De Tilt*, em São Paulo

17/10/2020 11h28

A Nasa, agência espacial norte-americana, transmitirá ao vivo o pouso da sonda Osiris-REx na superfície do misterioso Bennu, um dos asteroides mais estudados pela astronomia recente. A data para a descida da nave está marcada para esta terça-feira (20).

A transmissão da Nasa começará a ser feita a partir das 18h (horário de Brasília) e a aterrissagem está prevista para 19h12 (horário de Brasília). Durante a missão, amostras do asteroide serão coletadas e trazidas para a Terra. A tentativa de coleta também será exibida ao vivo.

Segundo a Nasa, Bennu contém material do início do sistema solar e pode conter os precursores moleculares da vida e dos oceanos da Terra.

A sonda Osiris-Rex, que tem o tamanho aproximado de uma van de 15 passageiros, orbita o Bennu há quase dois anos. Com todo esse tempo de coleta de dados, os pesquisadores conseguiram criar um mapa 3D de seu terreno. Inclusive, você pode fazer um tour virtual para ter um gostinho de como é o asteroide.

Bennu tem quase a mesma altura do prédio Empire State Building (381 metros), que fica em Nova York (EUA), de acordo com a Nasa.

O apelido do Bennu é "asteroide do apocalipse". O termo surgiu pela probabilidade, ainda que remota, de um dia ele vir a se chocar com a Terra. A Nasa diz que a chance é de uma em 2.700.

Como assistir

A Nasa fará a sua transmissão pelas redes sociais, pelo site da agência e pelo canal dela no YouTube.

Descobertas recentes sobre Bennu

No último dia 9, um artigo científico foi divulgado com novas descobertas sobre Bennu. Os pesquisadores observaram a presença de "veios de carbonato" (material orgânico portador de carbono) espalhados na superfície do asteroide.

Algumas dessas veias têm um metro de comprimento e vários centímetros de espessura. A descoberta é uma evidência de que a água já fluiu livremente sobre as rochas do Bennu, segundo os astrônomos.

Os resultados também chamarem a atenção dos pesquisadores pelo fato de as características dos veios de carbonato serem parecidas com as do material que ajudou a formar a Terra.

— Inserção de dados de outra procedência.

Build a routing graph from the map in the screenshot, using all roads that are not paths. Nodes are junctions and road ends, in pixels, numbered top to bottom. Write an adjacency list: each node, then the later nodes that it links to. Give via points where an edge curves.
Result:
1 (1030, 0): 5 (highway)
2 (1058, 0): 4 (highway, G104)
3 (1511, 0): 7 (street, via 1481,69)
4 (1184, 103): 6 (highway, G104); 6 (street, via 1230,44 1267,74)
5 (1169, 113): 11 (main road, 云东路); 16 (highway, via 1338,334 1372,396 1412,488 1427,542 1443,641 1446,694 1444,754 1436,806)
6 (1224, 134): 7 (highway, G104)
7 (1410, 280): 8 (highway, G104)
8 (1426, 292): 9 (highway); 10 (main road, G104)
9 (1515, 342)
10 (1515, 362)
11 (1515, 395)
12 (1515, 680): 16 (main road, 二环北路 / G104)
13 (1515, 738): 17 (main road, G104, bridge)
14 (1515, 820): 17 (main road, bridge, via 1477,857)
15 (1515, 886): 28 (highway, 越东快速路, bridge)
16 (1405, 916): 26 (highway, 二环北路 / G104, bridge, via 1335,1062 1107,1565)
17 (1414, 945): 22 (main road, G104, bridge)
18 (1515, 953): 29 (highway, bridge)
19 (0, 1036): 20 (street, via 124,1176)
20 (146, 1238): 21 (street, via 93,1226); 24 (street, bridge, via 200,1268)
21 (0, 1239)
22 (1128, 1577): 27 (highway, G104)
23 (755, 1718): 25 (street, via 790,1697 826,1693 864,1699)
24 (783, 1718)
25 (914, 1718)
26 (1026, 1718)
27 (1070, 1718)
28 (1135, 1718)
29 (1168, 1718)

Essas descobertas indicam que minerais hidratados e material orgânico provavelmente estarão presentes na amostra que será coletada pela Osiris-Rex. Por conta disso, os cientistas também acreditam que Bennu pode ter abrigado vida em algum momento de sua história.

Outras descobertas

A equipe descobriu também que algumas regiões do asteroide foram expostas a intemperismo espacial, como bombardeio por raios cósmicos e vento solar, por mais tempo do que outras. Isso sugere que eventos de impacto expuseram materiais do asteroide em momentos diferentes.

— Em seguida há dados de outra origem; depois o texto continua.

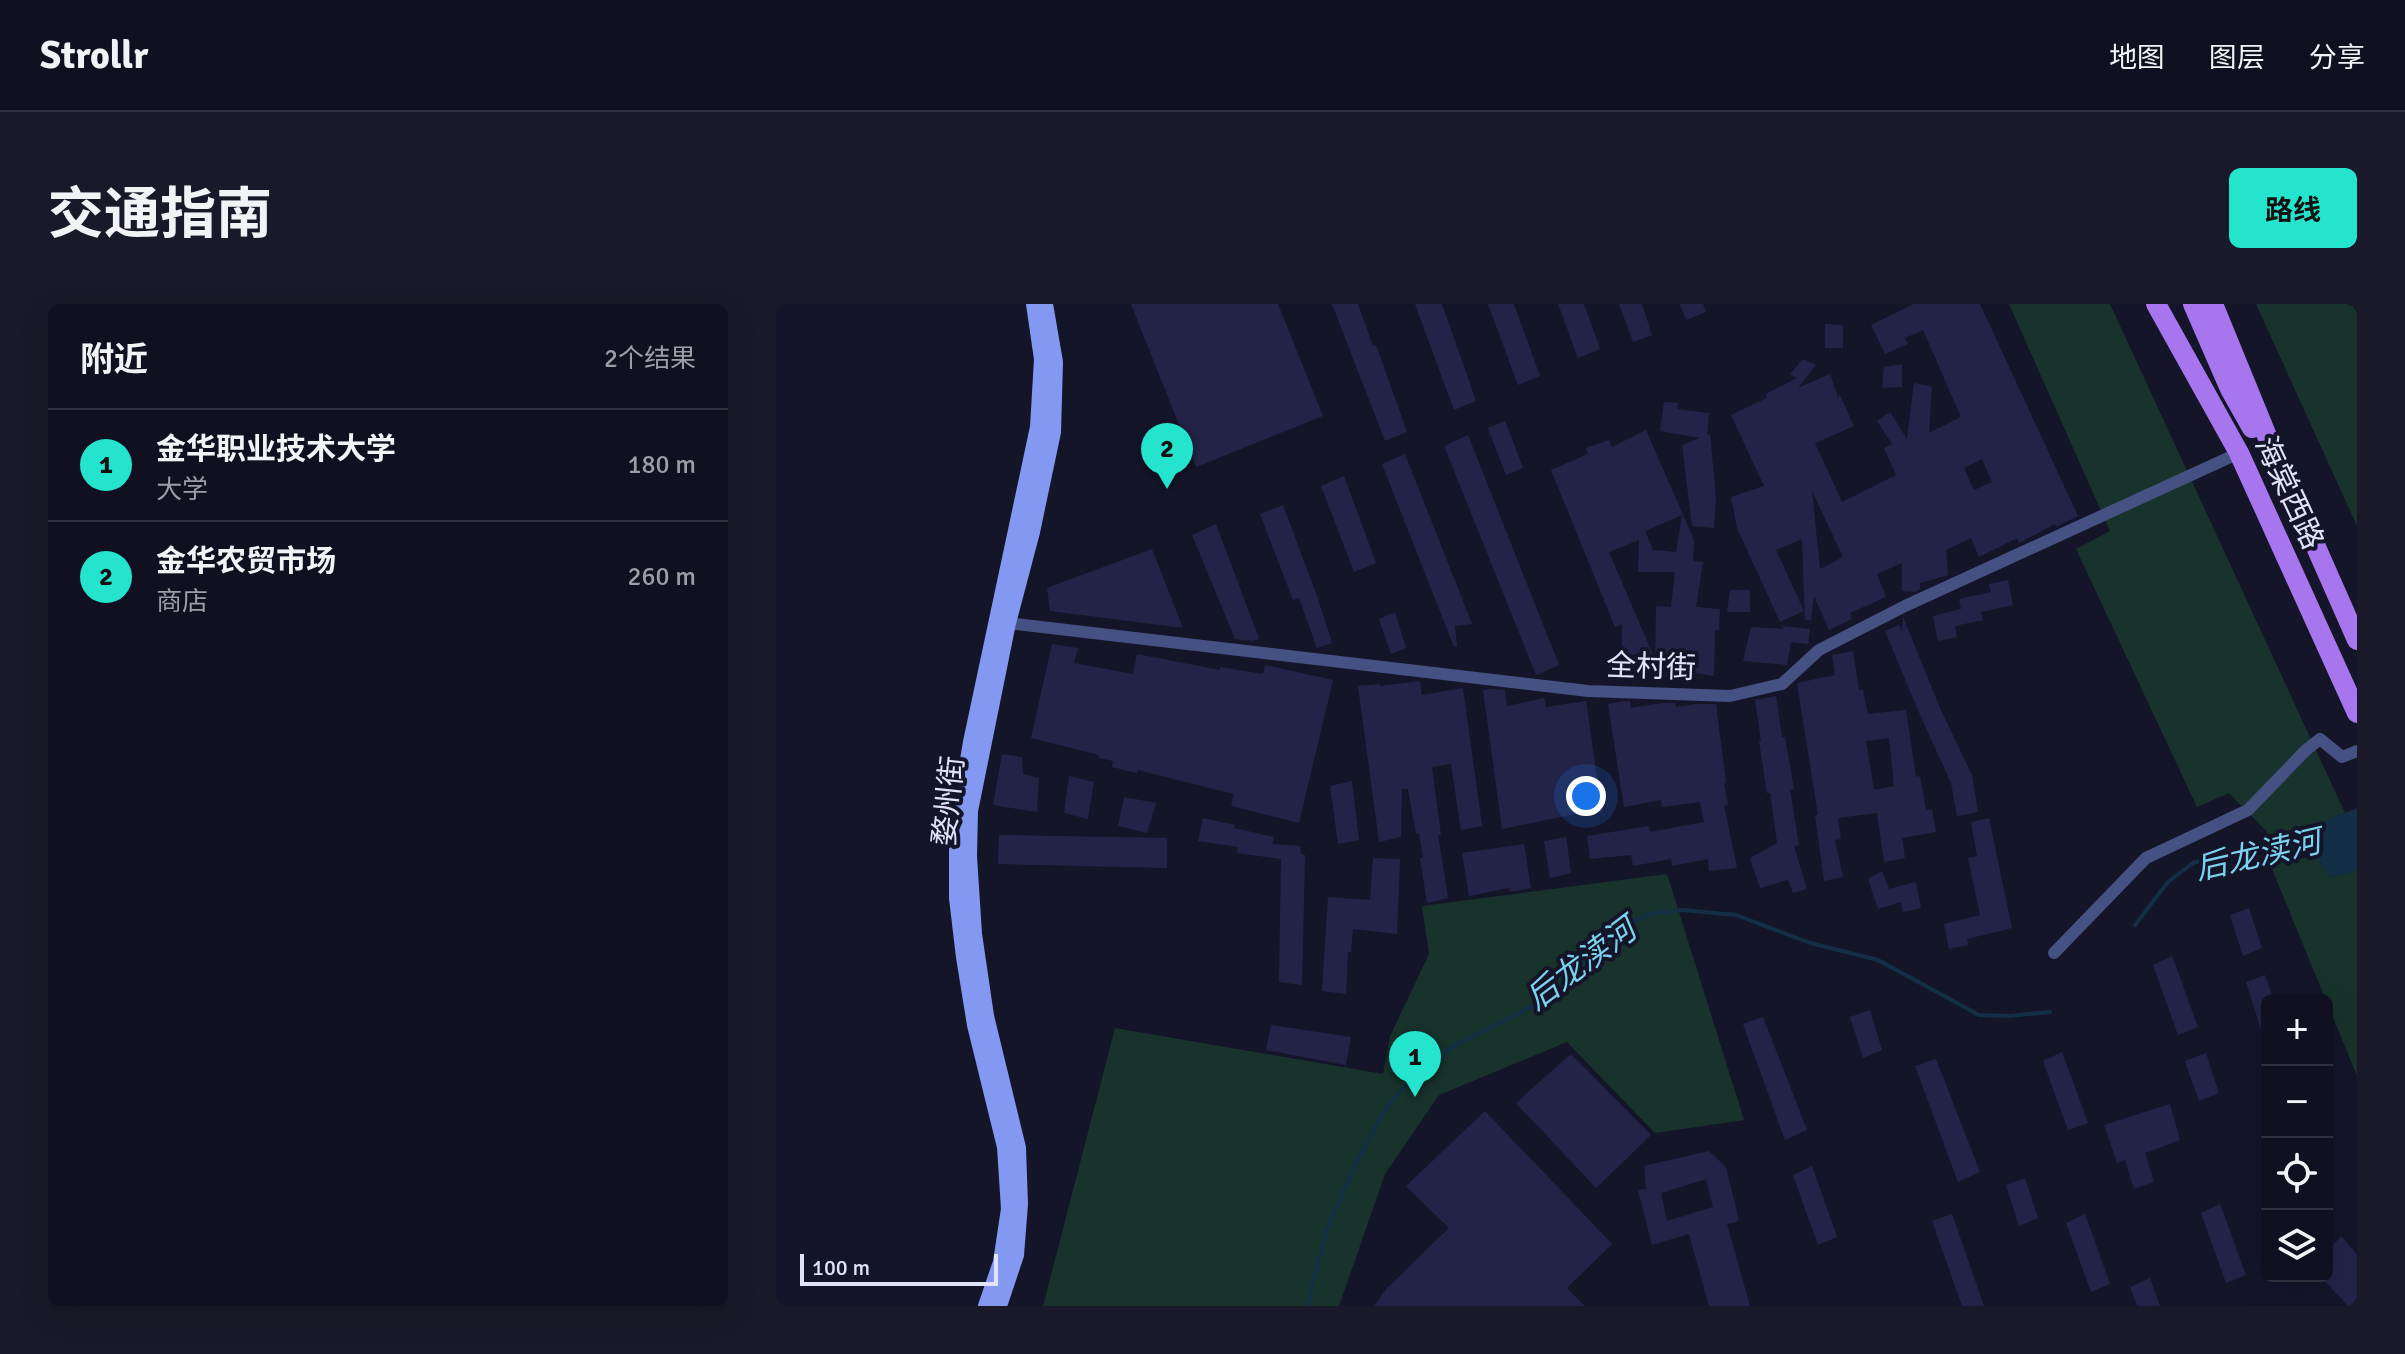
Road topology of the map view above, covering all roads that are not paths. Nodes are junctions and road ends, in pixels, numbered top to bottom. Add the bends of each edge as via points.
1 (1034, 304) edge
2 (1045, 304) edge
3 (2156, 304) edge
4 (2172, 304) edge
5 (2193, 304) edge
6 (2213, 304) edge
7 (2220, 419) junction
8 (2239, 453) junction
9 (2313, 540) junction
10 (1008, 623) junction
11 (2357, 640) edge
12 (2357, 713) edge
13 (2357, 751) edge
14 (2054, 953) dead end
15 (986, 1306) edge
16 (999, 1306) edge

1 - 15 main road, 婺州街 via 1042,359 1038,427 957,826 964,957 1005,1147 1009,1209 1001,1262
2 - 10 main road, 婺州街 via 1055,362 1053,432
3 - 7 main road, 海棠西路
4 - 7 main road
5 - 9 main road via 2230,389
6 - 9 main road, 海棠西路
7 - 8 main road, 海棠西路
8 - 10 street, 全村街 via 1905,606 1819,650 1782,684 1730,696 1588,691
8 - 12 main road, 海棠西路
9 - 11 main road, 海棠西路
10 - 16 main road, 婺州街 via 970,811 969,856 986,1016 1018,1148 1016,1255
13 - 14 street via 2342,757 2320,739 2248,810 2146,858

A região da cratera Nightingale, por exemplo, onde a sonda vai coletar amostras da superfície, teria sido exposta ao ambiente espacial hostil apenas recentemente. Por isso o material que será coletado lá deve dar uma visão mais clara sobre como eram as coisas no início do Sistema Solar, período estimado da formação do Bennu.

Além disso, outro estudo descobriu que existem dois tipos de rochas no asteroide: umas mais fortes e menos porosas; e outras mais fracas e mais porosas. As mais fortes são aquelas que têm "veios de carbonato", sugerindo que a interação com a água pode, em última análise, produzir rochas mais fortes à medida que o líquido penetra nos buracos.

Mas ambos os tipos de rochas são mais fracos do que o esperado. Suspeita-se que as rochas escuras do asteroide (o tipo mais fraco, mais poroso e mais comum) não sobreviveriam a uma jornada pela atmosfera da Terra. Os cientistas acham que as amostras coletadas pela sonda trarão respostas, já que este tipo de material não está atualmente representado nas coleções de meteoritos.

Os cientistas ainda devem confirmar porque Bennu ejeta partículas no espaço e como elas estão sendo expulsas do asteroide. Mas estudos apontam que a maneira como essas partículas "voam" para cima e para baixo é uma ferramenta útil para dar uma espiada no interior do corpo celeste.